Even MK Tzipi Hotovely, who is religious, told them that although she opposes gay marriage, she also opposes discrimination.

Asked whether the Likud should field a gay candidate for the next Knesset, Cohen said he did not feel the only people who could advance gay rights were gay, just as he does not believe the only people who could forward feminist ideals are women.

Cohen and Renana Leviani of Likud faced off against the leaders of a gay group inside the Labor Party at a debate in Tel Aviv last Wednesday that was attended by dozens of people.

Leviani made news at the event by saying that if ministers saw that they would have the support of 4,000 Likud members it would make it easier for them to come out of the closet.

“It’s possible that there are MKs and ministers who are gay but for their electoral reasons keep it to themselves,” Cohen said. “That includes men and women, some of whom may be married but that’s irrelevant.”

Cohen said Binyamin Netanyahu is the first Israeli prime minister to visit a gay center. He praised him for speaking openly about supporting gay rights. Dan Slyper, who faced off against Cohen in the debate, disagreed.

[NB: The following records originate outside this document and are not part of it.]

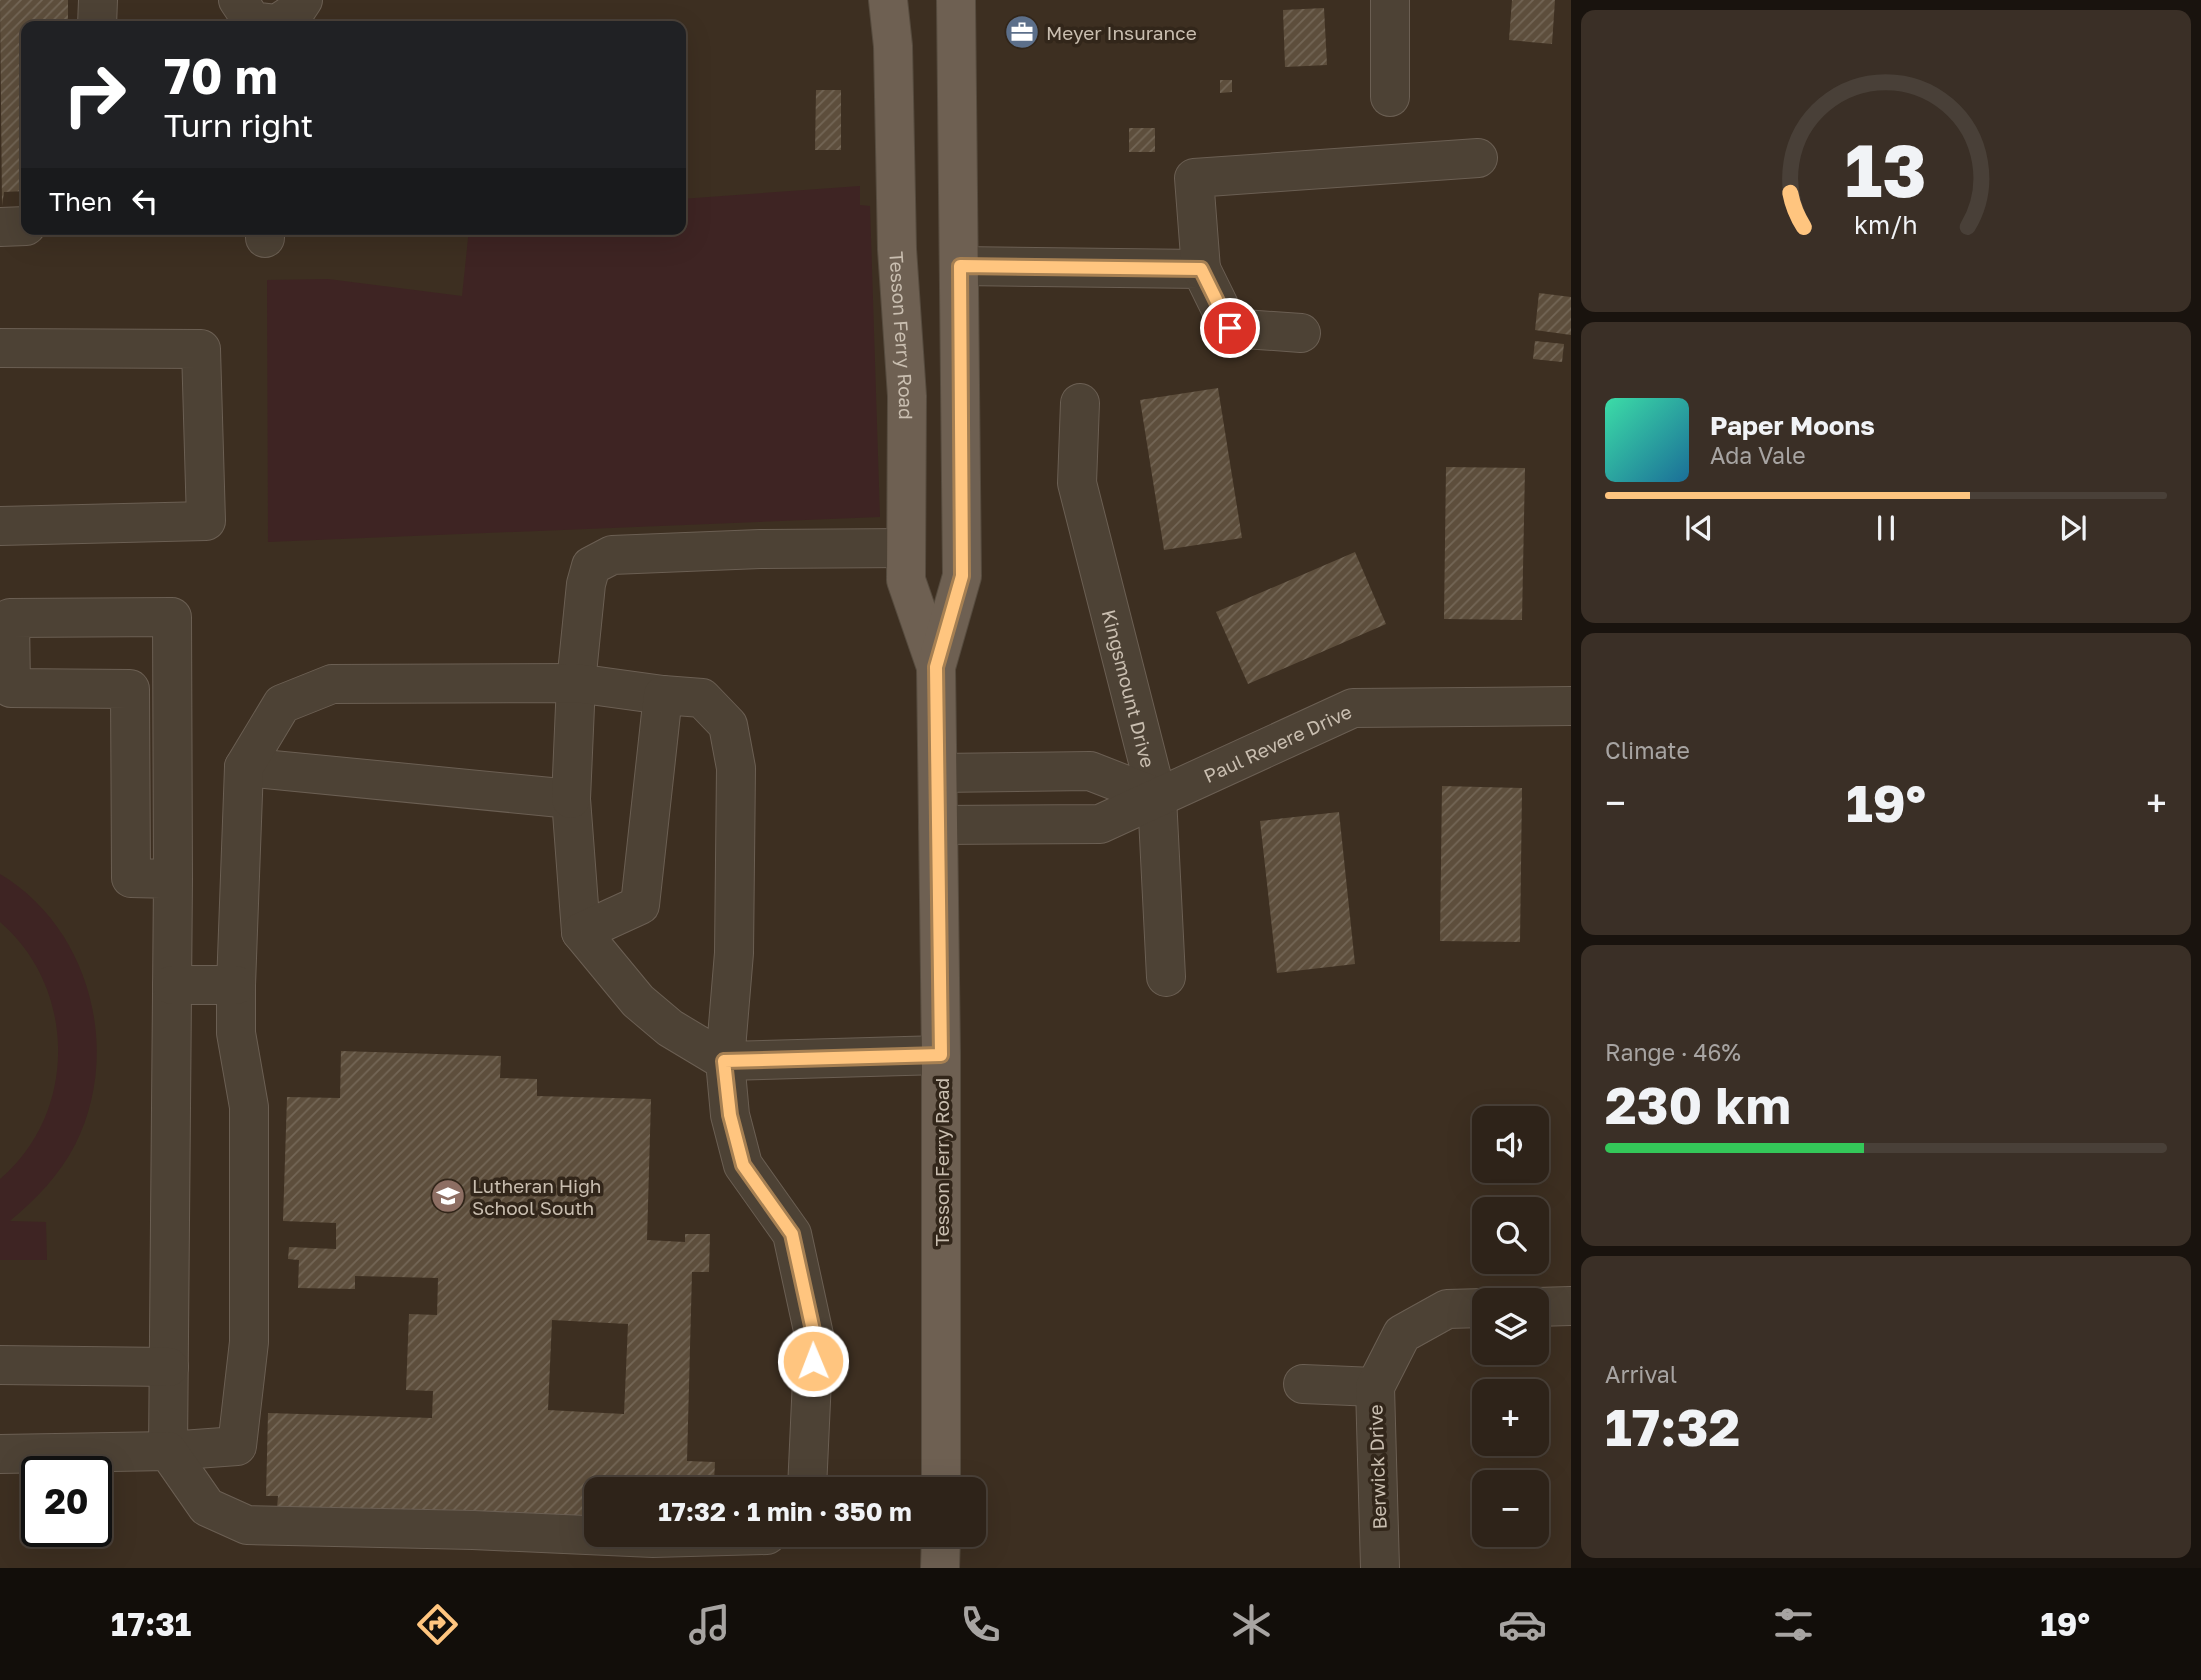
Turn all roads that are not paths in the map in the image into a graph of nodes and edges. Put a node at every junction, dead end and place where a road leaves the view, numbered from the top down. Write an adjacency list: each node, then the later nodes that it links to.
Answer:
1 (98, 0): 7 (street)
2 (239, 0): 6 (street)
3 (888, 0): 18 (main road, Tesson Ferry Road)
4 (956, 0): 12 (main road, Tesson Ferry Road)
5 (1390, 0): 8 (street)
6 (286, 17)
7 (97, 21)
8 (1391, 97)
9 (1479, 158): 13 (street)
10 (21, 226): 11 (street)
11 (0, 227)
12 (960, 266): 13 (street); 19 (main road, Tesson Ferry Road)
13 (1201, 269): 14 (street)
14 (1301, 333)
15 (0, 348): 17 (street)
16 (1080, 403): 25 (street, Kingsmount Drive)
17 (0, 526)
18 (906, 548): 19 (main road, Tesson Ferry Road); 20 (street)
19 (936, 667): 24 (main road, Tesson Ferry Road)
20 (576, 682): 21 (street); 23 (street); 26 (street)
21 (663, 695): 29 (street); 34 (street)
22 (1571, 705): 25 (street, Paul Revere Drive)
23 (244, 767): 26 (street); 32 (street)
24 (938, 773): 25 (street); 27 (main road, Tesson Ferry Road)
25 (1157, 797): 27 (street, Paul Revere Drive); 30 (street, Kingsmount Drive)
26 (571, 799): 29 (street)
27 (938, 825): 33 (main road, Tesson Ferry Road)
28 (173, 879): 28 (street); 31 (street)
29 (581, 932): 34 (street)
30 (1166, 977)
31 (172, 985): 32 (street); 39 (street)
32 (236, 985): 42 (street)
33 (941, 1055): 34 (street); 45 (main road, Tesson Ferry Road)
34 (724, 1061): 44 (street)
35 (1571, 1306): 36 (street)
36 (1549, 1307)
37 (1472, 1308): 41 (street, Berwick Drive)
38 (0, 1365): 39 (street)
39 (169, 1367): 42 (street)
40 (1303, 1384): 41 (street)
41 (1375, 1387): 49 (street, Berwick Drive)
42 (167, 1451): 43 (street); 46 (street)
43 (0, 1454)
44 (808, 1477)
45 (941, 1477)
46 (584, 1535)
47 (941, 1547): 48 (main road)
48 (940, 1568)
49 (1381, 1568)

“I think Netanyahu is a hypocrite because he tries to present Israel as a modern progressive country when he speaks in English about the rights of the LGBT community in Israel, but on the other hand, he is afraid of saying the same thing in Hebrew because of the ultraconservative religious parties in his coalition.”

Slyper teaches civics at a Ramat Gan high school and works for Coca-Cola Israel’s computer department. He said his gay group in Labor intends to field a Knesset candidate.

Asked who won the debate, Slyper said: “The gay community as a whole won because it proved that it has representation in the large parties. The turnout at the event shows that there is growing interest in politics in our community and we hope it will continue to grow.”